Systemische Methoden wie zirkuläres Fragen, Lebenserzählung, Genogrammarbeit oder auch die Arbeit mit dem Familienbrett lassen sich hervorragend in der Arbeit mit geflüchteten Menschen nutzen. Insbesondere Flüchtlingsfamilien sind mit einer Vielzahl an Herausforderungen durch die Migration belastet, die häufig mit erschwerten Lebensbedingungen in der Schweiz und Brüchen in der Lebensgeschichte verbunden sind. Dies benötigt ein Umdenken bisheriger Überzeugungen und die Bereitschaft, Veränderungen in den alltäglichen Gewohnheiten vorzunehmen.
Da eine hohe Anzahl an Geflüchteten traumatischen Situationen ausgesetzt war und entsprechend traumatische Folgestörungen entwickelt, ist es wichtig, in die systemischen Therapieansätze traumatherapeutische Behandlungsansätze zu integrieren und sich mit anderen Helfenden zu vernetzen. Dies ist weniger eine Grenze des systemischen Ansatzes als eine Integration von spezifischen Behandlungsansätzen in die systemische Methode.

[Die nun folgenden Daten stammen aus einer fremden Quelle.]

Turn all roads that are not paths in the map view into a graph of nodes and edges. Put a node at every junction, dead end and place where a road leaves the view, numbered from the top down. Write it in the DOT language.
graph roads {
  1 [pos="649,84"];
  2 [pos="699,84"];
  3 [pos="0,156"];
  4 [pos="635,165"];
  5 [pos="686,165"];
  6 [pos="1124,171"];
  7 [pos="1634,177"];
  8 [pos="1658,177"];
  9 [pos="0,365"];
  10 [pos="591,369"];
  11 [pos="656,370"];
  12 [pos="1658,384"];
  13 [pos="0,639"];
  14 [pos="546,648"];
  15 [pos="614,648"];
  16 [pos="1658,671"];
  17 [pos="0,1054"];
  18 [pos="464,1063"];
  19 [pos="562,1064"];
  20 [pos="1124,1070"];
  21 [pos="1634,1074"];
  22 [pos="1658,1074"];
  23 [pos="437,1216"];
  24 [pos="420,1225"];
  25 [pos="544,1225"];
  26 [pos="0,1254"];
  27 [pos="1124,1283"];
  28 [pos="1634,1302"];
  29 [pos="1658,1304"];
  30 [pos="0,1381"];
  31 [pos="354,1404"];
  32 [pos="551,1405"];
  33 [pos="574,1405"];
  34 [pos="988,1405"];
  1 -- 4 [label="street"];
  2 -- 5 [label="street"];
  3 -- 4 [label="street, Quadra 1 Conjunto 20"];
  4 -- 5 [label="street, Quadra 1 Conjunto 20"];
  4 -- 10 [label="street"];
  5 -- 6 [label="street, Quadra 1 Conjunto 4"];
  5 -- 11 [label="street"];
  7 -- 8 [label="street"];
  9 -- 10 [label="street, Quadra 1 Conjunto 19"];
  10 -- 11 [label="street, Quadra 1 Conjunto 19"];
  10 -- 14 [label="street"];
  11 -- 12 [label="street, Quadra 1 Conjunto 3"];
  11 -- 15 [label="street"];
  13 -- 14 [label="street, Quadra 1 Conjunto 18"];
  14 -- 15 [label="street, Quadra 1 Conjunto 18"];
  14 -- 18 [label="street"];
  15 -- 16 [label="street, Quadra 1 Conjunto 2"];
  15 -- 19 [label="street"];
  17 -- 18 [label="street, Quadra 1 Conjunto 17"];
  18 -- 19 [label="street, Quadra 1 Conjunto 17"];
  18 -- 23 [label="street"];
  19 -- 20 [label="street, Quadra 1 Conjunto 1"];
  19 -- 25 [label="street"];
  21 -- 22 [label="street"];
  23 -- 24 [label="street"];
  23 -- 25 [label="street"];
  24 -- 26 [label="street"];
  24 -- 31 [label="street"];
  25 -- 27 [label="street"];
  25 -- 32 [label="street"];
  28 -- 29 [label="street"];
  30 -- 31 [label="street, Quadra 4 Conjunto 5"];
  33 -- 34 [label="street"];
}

Was ist dir wichtig, den Studierenden in der Weiterbildung zu vermitteln?
In der Weiterbildung ist es mir wichtig, einen Schwerpunkt auf die Reflexion der eigenen kulturellen Einge- bundenheit und der Akzeptanz von eigenen Stereotypen und Privilegien zu legen und eine Haltung zu vermitteln, dass mit Nicht-Wissen aktiv umgegangen werden kann. Schön wäre es, wenn Berührungsängste abgebaut werden könnten und vielleicht eine respektvolle Neugier und Offenheit gegenüber den geflüchteten Patienten*innen und deren Sichtweisen auf die Welt entstehen kann.
Ziel meines Seminars ist es nicht, uns transkulturell fit zu schulen, sondern dass wir uns auf den Weg machen. Denn wenn mehr Begegnungen mit kulturell fremden Menschen entstehen, gewinnen wir auch mehrere Geschichten und die Gefahr sinkt, von einer einzelnen stereotypen Geschichte bestimmt zu werden. Anzustreben ist eine Balance von verinnerlichten Geschichten, die von verschiedenen Begegnungen und Erfragungen mit Menschen aus einem Kulturkreis erzählen.
Herzlichen Dank für das Gespräch.
Dr. med. Oliver Schwald, Facharzt für Psychiatrie und Psychotherapie, war von 2010 bis 2016 ärztlicher Leiter des Ambulatoriums für Folter- und Kriegsopfer des Schweizerischen Roten Kreuzes in Bern. Seit 2013 ist er in eigener Praxis in Bern tätig (www.sollievo.net). Zudem Vortrags-, Weiterbildungs- und Supervisionstätigkeit. Am IEF leitet er in der postgradualen Weiterbildung «Systemische Psychotherapie» das Seminar zum Thema «Interkulturelle Kompetenz und Psychotherapie mit Flüchtlingen».
Das Gespräch mit Oliver Schwald ist publiziert im IEF-Magazin Nr. 10, Frühling 2020.